The M proteins of group A streptococci are major virulence factors that confer resistance to phagocytosis (14). The N-terminal sequences of the M proteins are highly variable, giving rise to the existing ∼100 serotypes. Protection against phagocytosis is usually serotype specific. It should be noted that a large fraction of all group A streptococcal strains encode three proteins with structural features typical for M proteins (12, 18). These proteins, designated Mrp, Emm, and Enn, are encoded by adjacent genes on the chromosome and are regulated by a common positive regulatory gene element now designated mga (7, 20). At least two of the gene products (Mrp and Emm) from a single strain can contribute to resistance against phagocytosis, although Emm appears to be more important (22, 32). Strains with three genes encoding M-like proteins differ from those with a single gene in that they usually express opacity factor (OF), a lipoproteinase that is both surface bound and secreted (25, 26). Recent evidence indicates that OF contributes to group A streptococcal virulence (4).

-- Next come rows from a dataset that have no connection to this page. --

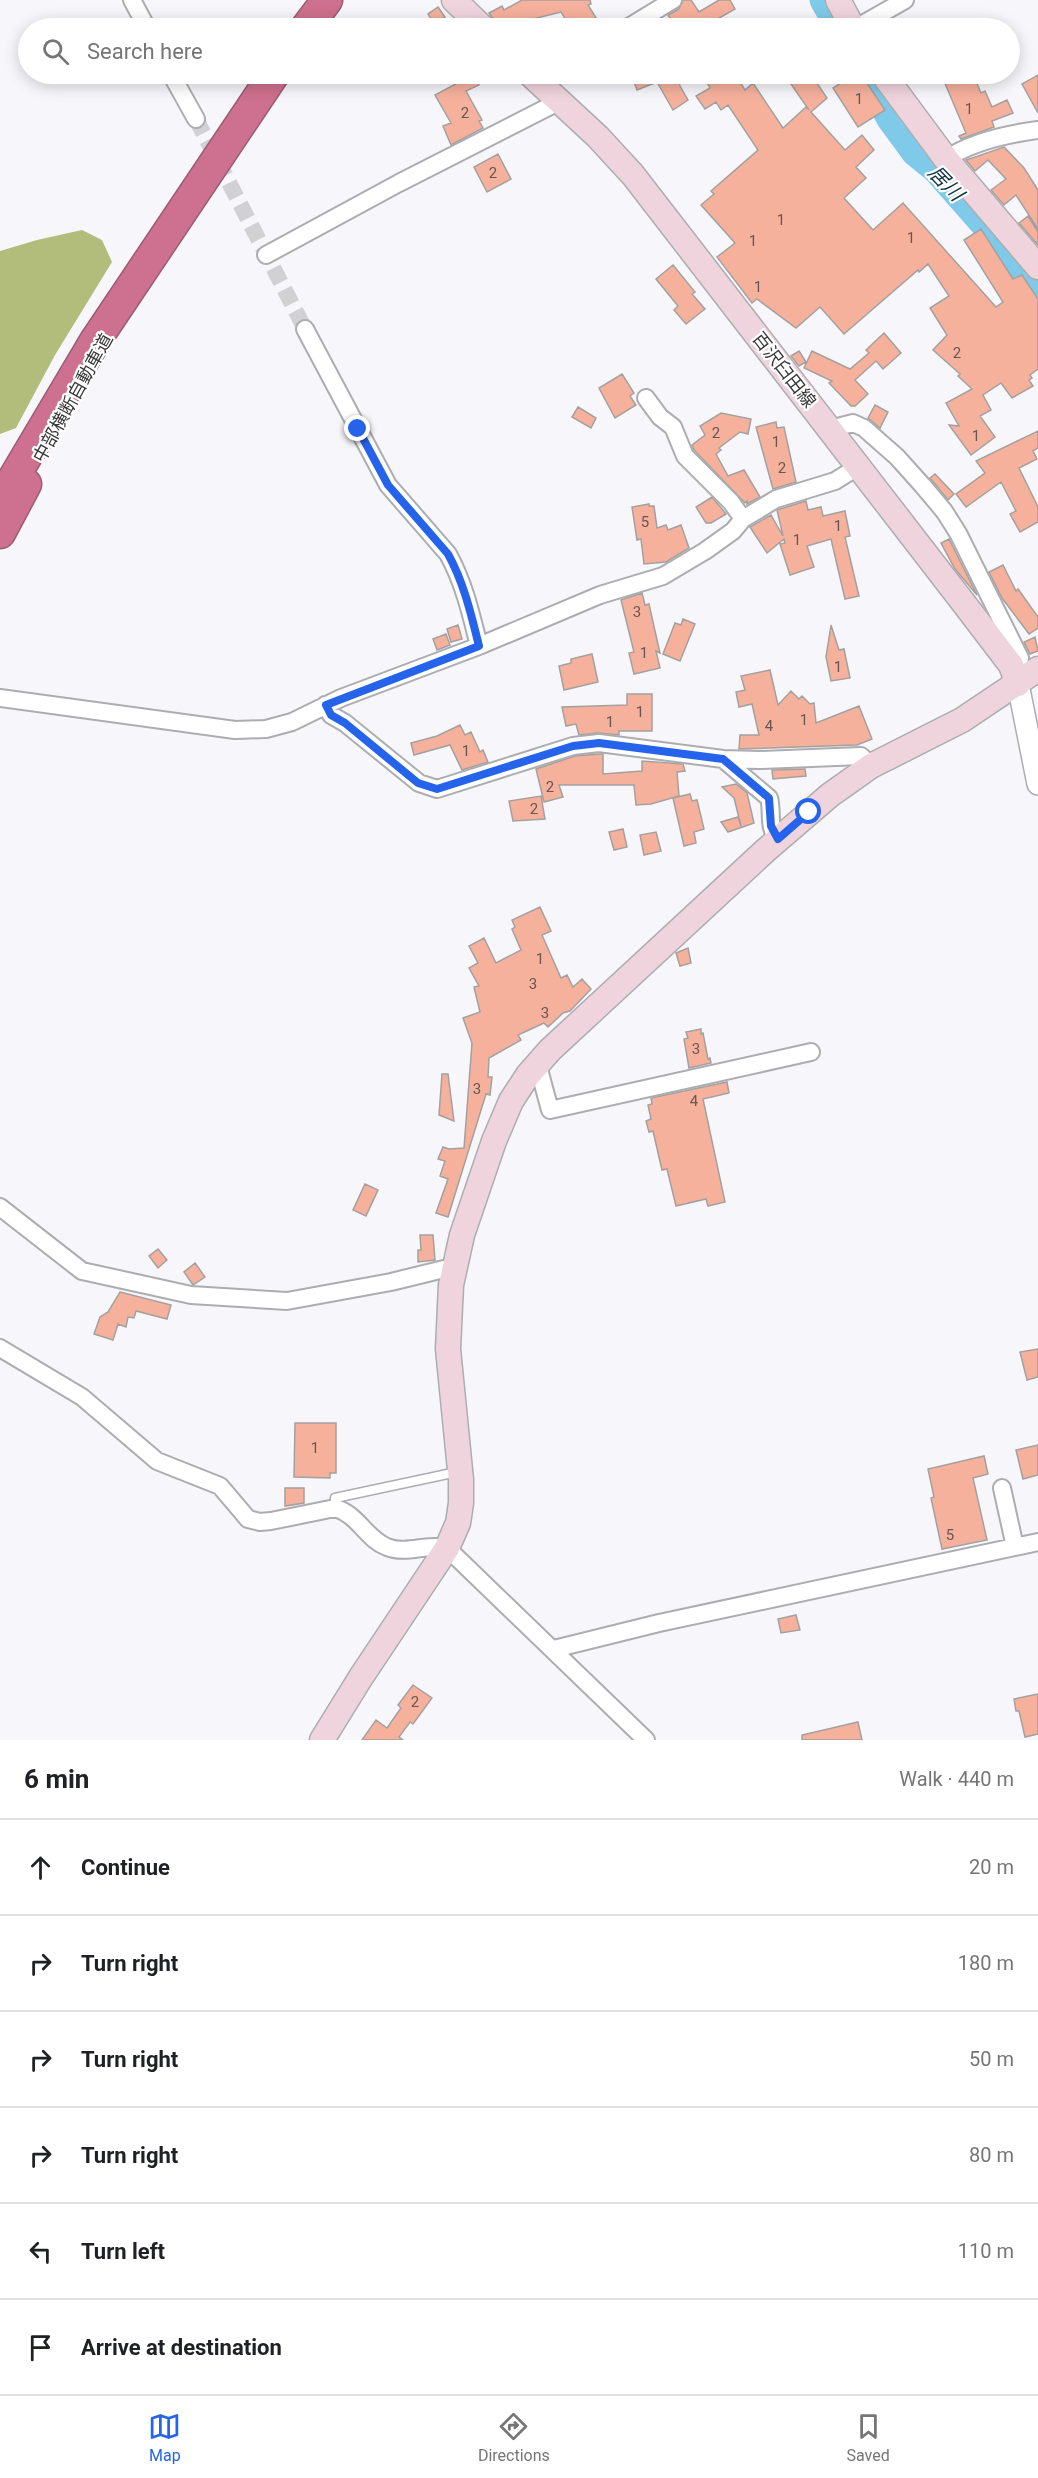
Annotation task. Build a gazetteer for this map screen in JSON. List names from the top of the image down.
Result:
{
  "streets": {
    "highway": ["中部横断自動車道"],
    "main road": ["百沢臼田線"]
  },
  "water": ["居川"],
  "house_numbers": [
    "1",
    "1",
    "2",
    "2",
    "1",
    "1",
    "1",
    "1",
    "2",
    "2",
    "1",
    "1",
    "2",
    "5",
    "1",
    "1",
    "3",
    "1",
    "1",
    "1",
    "1",
    "1",
    "4",
    "1",
    "2",
    "2",
    "1",
    "3",
    "3",
    "3",
    "3",
    "4",
    "1",
    "5",
    "2"
  ],
  "page": {
    "search": "Search here",
    "heading": ["6 min", "Walk · 440 m"],
    "list": [
      ["Continue", "20 m"],
      ["Turn right", "180 m"],
      ["Turn right", "50 m"],
      ["Turn right", "80 m"],
      ["Turn left", "110 m"],
      "Arrive at destination"
    ],
    "nav": ["Map", "Directions", "Saved"]
  }
}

Streptococcal mutants lacking M protein(s) are readily phagocytosed. However, the antiphagocytic property can be restored by complementation with the homologous M protein (19). Moreover, there is evidence that introduction of DNA encoding heterologous M proteins can provide phagocytosis resistance (5, 23, 27). For example, phagocytosis resistance was restored following integration of the gene encoding the M5 protein in the chromosome of an M protein-negative isolate derived from a serotype 24 strain (5). In contrast, the Emm4 protein (Arp4), derived from an OF⁺ type 4 strain, was unable to complement the phagocytosis resistance of an OF⁻ type 6 strain deleted of its M protein-encoding gene, leading to the conclusion that the expression of Emm4 is not sufficient to confer phagocytosis resistance (8). On the other hand, gene inactivation experiments suggest that Emm4 and similar proteins have antiphagocytic properties (22, 32). Taken together, these data suggested to us that the ability of M and Emm proteins to provide the antiphagocytic property might be limited by the genetic background of the strain in which it is expressed. To resolve this issue, we have analyzed the ability of different proteins to confer phagocytosis resistance in heterologous strains. We find that the ability of M proteins to provide protection against phagocytosis is indeed highly restricted by the genetic background of the strain. This finding suggests that phagocytosis resistance may require cooperation between M proteins and other strain-specific streptococcal component(s).

MATERIALS AND METHODS

Bacterial strains and plasmids.

Strain M5 Manfredo was kindly provided by Michael Kehoe, University of Newcastle-upon-Tyne. The type 22 strain AL168 has been described previously (28). The type 6 strain JRS4 was from June R. Scott (Emory University, Atlanta, Ga.). The plasmid pLZ12Spec is an Escherichia coli-Streptococcus shuttle vector carrying a spectinomycin resistance marker (8), whereas derivatives of the temperature-sensitive suicide vector pJRS233 (21) used here carry resistance markers for erythromycin and kanamycin. Deletion of the emm5 gene in M5 Manfredo was achieved by homologous recombination by using a derivative of pJRS233 (10). This strain is referred to as ΔM5. The mrp22 gene of strain AL168 was inactivated by insertional mutagenesis by using the conjugative transposon Tn916, whereas inactivation of the emm22 gene in the mrp22 negative strain was performed by homologous recombination by using the pJRS233 vector as described elsewhere (32).

Culture conditions.

Streptococci were grown in Todd-Hewitt broth (TH), in 5% CO₂, at 37°C. Streptococci transformed with pLZ12Spec, or derivatives thereof, were selected on medium supplemented with spectinomycin at 100 mg/liter. For isolation of streptococci transformed with derivatives of pJRS233, erythromycin and kanamycin were used at concentrations of 1.0 and 200 mg/liter, respectively. E. coli LE392 was grown in Luria-Bertani medium, supplemented with spectinomycin at 20 mg/liter, if transformed with derivatives of pLZ12Spec, or with erythromycin at 500 mg/liter and kanamycin at 50 mg/liter, if transformed with derivatives of pJRS233.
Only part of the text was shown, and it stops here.